The men's 4 × 100 metres relay competition at the 2016 Summer Olympics in Rio de Janeiro, Brazil was held at the Estádio Olímpico Nilton Santos on 18–19 August.

==Summary==
Jamaica entered as the reigning 2015 World Champions and the defending Olympic champions, having set new world and Olympic records at the 2012 London Olympics. The United States were the next strongest team. The 2016 world leading time prior to the event was held by Great Britain, at 37.78 seconds. Other strong entrants were 2012 Olympic silver medallists Trinidad and Tobago and France, who earned bronze, and the 2015 world runners-up, China.

For the third Olympics in a row Usain Bolt had won the 100 metres and 200 metres. In the previous two Olympics the Jamaican team with Bolt had won the gold in the relay. Jamaica with Bolt; his predecessor as world record holder Asafa Powell; and the equal second fastest man in history, Yohan Blake, were favourites. Powell had been on the 2008 winning team, Blake had been on the 2012 winning team. USA were expected to be the strongest opposition with the Olympic 100m silver medalist Gatlin; Tyson Gay tied for second fastest in history; and the World Indoor Champion Trayvon Bromell.

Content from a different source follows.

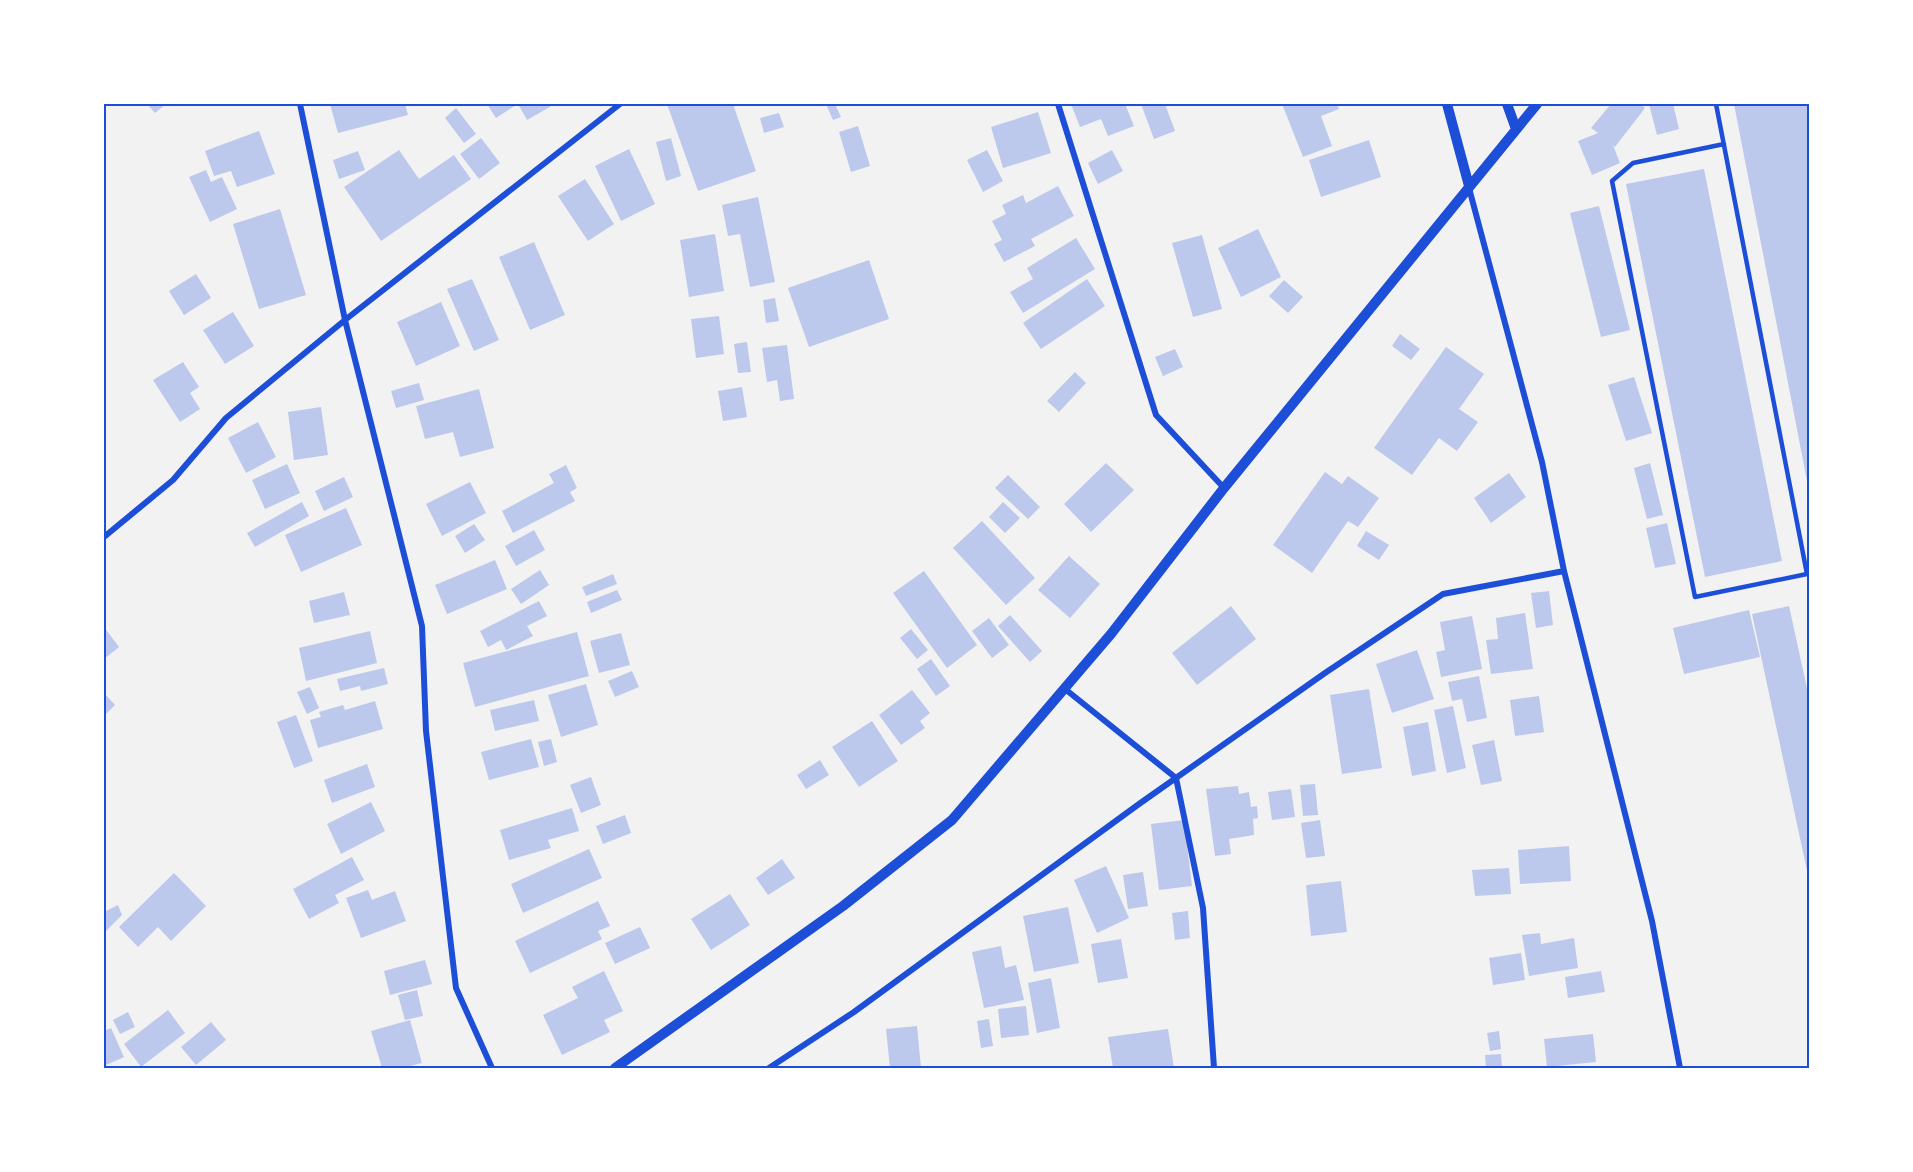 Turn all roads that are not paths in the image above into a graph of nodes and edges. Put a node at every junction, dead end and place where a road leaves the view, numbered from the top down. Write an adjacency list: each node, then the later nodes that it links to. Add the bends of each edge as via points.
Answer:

The Asian 4 × 100 m record was improved three times at the 2016 games. The record before the Olympics was 37.92, run by China at the 2015 World Championships in Beijing. In the first semi final, with a new lead off leg, China improved the record to 37.82. Japan improved the record twice, to 37.68 in the second semi final and a new record of 37.60 in the final.

In the heats, Jamaica, USA and Canada rested their stars, while Japan and China did not. USA had the fastest qualifying time winning heat 1 ahead of China, Japan the second best time winning heat 2. Jamaica squeaked through to second place in their heat giving those four teams the preferred center lanes on the track, while Canada's third place relegated them to an outer lane.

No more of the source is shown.